* Exercise prompt *
Write out all the data again, exactly as it stands.

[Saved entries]
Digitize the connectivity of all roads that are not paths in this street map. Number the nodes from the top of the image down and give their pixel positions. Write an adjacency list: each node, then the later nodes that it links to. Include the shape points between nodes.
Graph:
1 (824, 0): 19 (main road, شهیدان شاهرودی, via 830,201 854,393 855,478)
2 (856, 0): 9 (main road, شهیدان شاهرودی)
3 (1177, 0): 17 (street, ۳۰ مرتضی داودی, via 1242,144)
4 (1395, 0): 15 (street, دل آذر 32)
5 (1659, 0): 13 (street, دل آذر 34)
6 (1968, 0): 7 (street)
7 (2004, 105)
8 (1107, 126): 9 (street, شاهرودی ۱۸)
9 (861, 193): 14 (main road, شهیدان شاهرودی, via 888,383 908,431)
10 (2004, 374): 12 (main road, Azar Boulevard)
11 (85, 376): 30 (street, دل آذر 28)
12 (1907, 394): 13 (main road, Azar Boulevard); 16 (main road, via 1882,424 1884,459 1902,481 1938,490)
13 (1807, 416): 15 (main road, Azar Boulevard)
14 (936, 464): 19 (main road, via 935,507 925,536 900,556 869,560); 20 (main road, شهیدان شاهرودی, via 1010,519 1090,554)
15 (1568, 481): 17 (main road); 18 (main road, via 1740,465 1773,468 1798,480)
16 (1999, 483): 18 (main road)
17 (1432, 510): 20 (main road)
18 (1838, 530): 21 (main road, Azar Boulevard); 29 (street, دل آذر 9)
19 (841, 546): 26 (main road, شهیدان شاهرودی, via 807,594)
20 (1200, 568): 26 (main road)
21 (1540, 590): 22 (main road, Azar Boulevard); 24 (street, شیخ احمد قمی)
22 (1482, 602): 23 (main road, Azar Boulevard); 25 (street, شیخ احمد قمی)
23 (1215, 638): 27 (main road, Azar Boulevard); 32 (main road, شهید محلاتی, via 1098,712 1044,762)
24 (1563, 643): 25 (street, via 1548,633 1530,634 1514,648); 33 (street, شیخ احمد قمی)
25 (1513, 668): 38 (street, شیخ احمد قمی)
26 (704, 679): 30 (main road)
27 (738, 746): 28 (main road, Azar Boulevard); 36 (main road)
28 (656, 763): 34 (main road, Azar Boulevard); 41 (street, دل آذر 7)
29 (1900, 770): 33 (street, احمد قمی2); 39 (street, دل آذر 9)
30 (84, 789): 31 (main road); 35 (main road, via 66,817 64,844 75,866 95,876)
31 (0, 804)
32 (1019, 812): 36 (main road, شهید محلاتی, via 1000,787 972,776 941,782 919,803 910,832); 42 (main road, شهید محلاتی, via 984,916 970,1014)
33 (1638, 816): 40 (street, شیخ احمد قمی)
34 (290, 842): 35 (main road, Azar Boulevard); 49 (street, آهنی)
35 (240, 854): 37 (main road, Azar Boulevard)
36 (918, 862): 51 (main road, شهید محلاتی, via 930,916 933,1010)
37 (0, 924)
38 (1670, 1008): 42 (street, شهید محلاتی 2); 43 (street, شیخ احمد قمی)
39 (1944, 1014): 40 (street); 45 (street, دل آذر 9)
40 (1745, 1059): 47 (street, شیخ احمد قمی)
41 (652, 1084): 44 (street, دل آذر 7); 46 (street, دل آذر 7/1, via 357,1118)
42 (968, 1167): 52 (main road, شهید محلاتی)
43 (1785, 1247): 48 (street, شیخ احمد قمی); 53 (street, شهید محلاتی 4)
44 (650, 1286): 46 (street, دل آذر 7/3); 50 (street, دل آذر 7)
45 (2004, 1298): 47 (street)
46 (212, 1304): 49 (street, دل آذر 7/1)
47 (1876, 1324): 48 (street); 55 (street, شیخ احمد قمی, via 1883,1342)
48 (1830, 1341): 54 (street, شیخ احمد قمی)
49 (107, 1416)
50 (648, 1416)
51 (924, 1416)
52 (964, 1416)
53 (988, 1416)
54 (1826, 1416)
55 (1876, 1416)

* The completed task *
Digitize the connectivity of all roads that are not paths in this street map. Number the nodes from the top of the image down and give their pixel positions. Write an adjacency list: each node, then the later nodes that it links to. Include the shape points between nodes.
Graph:
1 (824, 0): 19 (main road, شهیدان شاهرودی, via 830,201 854,393 855,478)
2 (856, 0): 9 (main road, شهیدان شاهرودی)
3 (1177, 0): 17 (street, ۳۰ مرتضی داودی, via 1242,144)
4 (1395, 0): 15 (street, دل آذر 32)
5 (1659, 0): 13 (street, دل آذر 34)
6 (1968, 0): 7 (street)
7 (2004, 105)
8 (1107, 126): 9 (street, شاهرودی ۱۸)
9 (861, 193): 14 (main road, شهیدان شاهرودی, via 888,383 908,431)
10 (2004, 374): 12 (main road, Azar Boulevard)
11 (85, 376): 30 (street, دل آذر 28)
12 (1907, 394): 13 (main road, Azar Boulevard); 16 (main road, via 1882,424 1884,459 1902,481 1938,490)
13 (1807, 416): 15 (main road, Azar Boulevard)
14 (936, 464): 19 (main road, via 935,507 925,536 900,556 869,560); 20 (main road, شهیدان شاهرودی, via 1010,519 1090,554)
15 (1568, 481): 17 (main road); 18 (main road, via 1740,465 1773,468 1798,480)
16 (1999, 483): 18 (main road)
17 (1432, 510): 20 (main road)
18 (1838, 530): 21 (main road, Azar Boulevard); 29 (street, دل آذر 9)
19 (841, 546): 26 (main road, شهیدان شاهرودی, via 807,594)
20 (1200, 568): 26 (main road)
21 (1540, 590): 22 (main road, Azar Boulevard); 24 (street, شیخ احمد قمی)
22 (1482, 602): 23 (main road, Azar Boulevard); 25 (street, شیخ احمد قمی)
23 (1215, 638): 27 (main road, Azar Boulevard); 32 (main road, شهید محلاتی, via 1098,712 1044,762)
24 (1563, 643): 25 (street, via 1548,633 1530,634 1514,648); 33 (street, شیخ احمد قمی)
25 (1513, 668): 38 (street, شیخ احمد قمی)
26 (704, 679): 30 (main road)
27 (738, 746): 28 (main road, Azar Boulevard); 36 (main road)
28 (656, 763): 34 (main road, Azar Boulevard); 41 (street, دل آذر 7)
29 (1900, 770): 33 (street, احمد قمی2); 39 (street, دل آذر 9)
30 (84, 789): 31 (main road); 35 (main road, via 66,817 64,844 75,866 95,876)
31 (0, 804)
32 (1019, 812): 36 (main road, شهید محلاتی, via 1000,787 972,776 941,782 919,803 910,832); 42 (main road, شهید محلاتی, via 984,916 970,1014)
33 (1638, 816): 40 (street, شیخ احمد قمی)
34 (290, 842): 35 (main road, Azar Boulevard); 49 (street, آهنی)
35 (240, 854): 37 (main road, Azar Boulevard)
36 (918, 862): 51 (main road, شهید محلاتی, via 930,916 933,1010)
37 (0, 924)
38 (1670, 1008): 42 (street, شهید محلاتی 2); 43 (street, شیخ احمد قمی)
39 (1944, 1014): 40 (street); 45 (street, دل آذر 9)
40 (1745, 1059): 47 (street, شیخ احمد قمی)
41 (652, 1084): 44 (street, دل آذر 7); 46 (street, دل آذر 7/1, via 357,1118)
42 (968, 1167): 52 (main road, شهید محلاتی)
43 (1785, 1247): 48 (street, شیخ احمد قمی); 53 (street, شهید محلاتی 4)
44 (650, 1286): 46 (street, دل آذر 7/3); 50 (street, دل آذر 7)
45 (2004, 1298): 47 (street)
46 (212, 1304): 49 (street, دل آذر 7/1)
47 (1876, 1324): 48 (street); 55 (street, شیخ احمد قمی, via 1883,1342)
48 (1830, 1341): 54 (street, شیخ احمد قمی)
49 (107, 1416)
50 (648, 1416)
51 (924, 1416)
52 (964, 1416)
53 (988, 1416)
54 (1826, 1416)
55 (1876, 1416)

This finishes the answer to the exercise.